◆ **Exercise inputs**
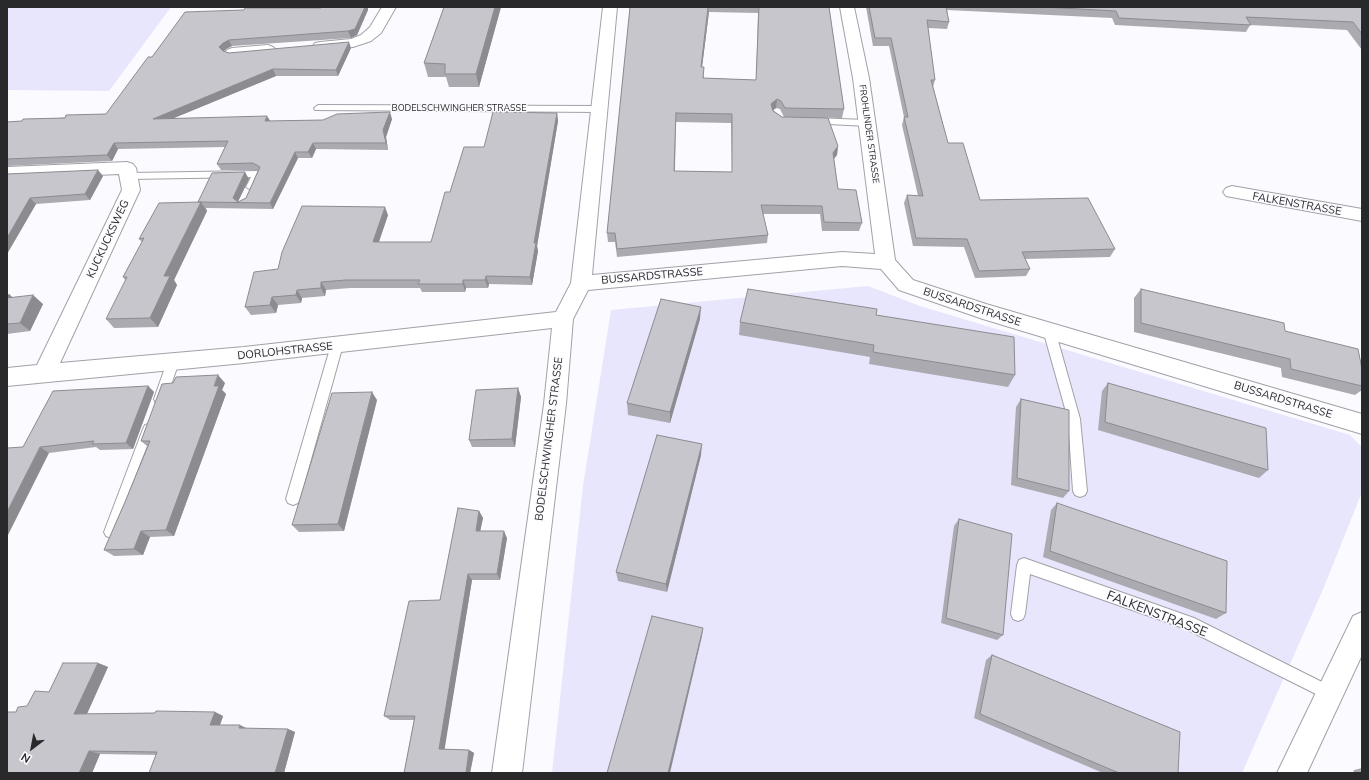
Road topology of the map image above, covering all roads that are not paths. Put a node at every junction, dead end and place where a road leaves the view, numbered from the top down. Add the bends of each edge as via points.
1 (389, 7) edge
2 (610, 7) edge
3 (847, 7) edge
4 (307, 47) edge
5 (285, 49) edge
6 (232, 53) edge
7 (318, 108) dead end
8 (599, 109) junction
9 (805, 121) edge
10 (868, 123) junction
11 (7, 173) edge
12 (129, 176) junction
13 (1232, 192) dead end
14 (246, 198) edge
15 (1362, 215) edge
16 (886, 262) junction
17 (582, 283) junction
18 (563, 319) junction
19 (1049, 330) junction
20 (337, 345) junction
21 (173, 362) junction
22 (44, 374) junction
23 (7, 377) edge
24 (1362, 424) edge
25 (1080, 491) dead end
26 (293, 499) dead end
27 (111, 532) edge
28 (1018, 614) dead end
29 (1362, 625) edge
30 (1329, 693) junction
31 (507, 773) edge
32 (1292, 773) edge

1 - 4 street via 376,30 366,38 353,43
2 - 8 street, BODELSCHWINGHER STRASSE
3 - 10 street, FROHLINDER STRASSE via 862,78
5 - 6 street
7 - 8 lane, BODELSCHWINGHER STRASSE
8 - 17 street, BODELSCHWINGHER STRASSE
9 - 10 lane
10 - 16 street, FROHLINDER STRASSE
11 - 12 street via 127,168
12 - 14 lane via 257,174
12 - 22 street, KUCKUCKSWEG via 132,190
13 - 15 street, FALKENSTRASSE
16 - 17 street, BUSSARDSTRASSE via 842,259
16 - 19 street, BUSSARDSTRASSE via 906,285
17 - 18 street, BODELSCHWINGHER STRASSE
18 - 20 street, DORLOHSTRASSE
18 - 31 street, BODELSCHWINGHER STRASSE via 555,404
19 - 24 street, BUSSARDSTRASSE
19 - 25 lane via 1074,420
20 - 21 street, DORLOHSTRASSE
20 - 26 lane
21 - 22 street, DORLOHSTRASSE
21 - 27 lane
22 - 23 street, DORLOHSTRASSE
28 - 30 lane, FALKENSTRASSE via 1024,565 1189,623
29 - 30 street
30 - 32 street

◆ **Try it**
Every line of the listing that holds the word "BODELSCHWINGHER" is to be found and copied.

◆ **Solution to the exercise**
2 - 8 street, BODELSCHWINGHER STRASSE
7 - 8 lane, BODELSCHWINGHER STRASSE
8 - 17 street, BODELSCHWINGHER STRASSE
17 - 18 street, BODELSCHWINGHER STRASSE
18 - 31 street, BODELSCHWINGHER STRASSE via 555,404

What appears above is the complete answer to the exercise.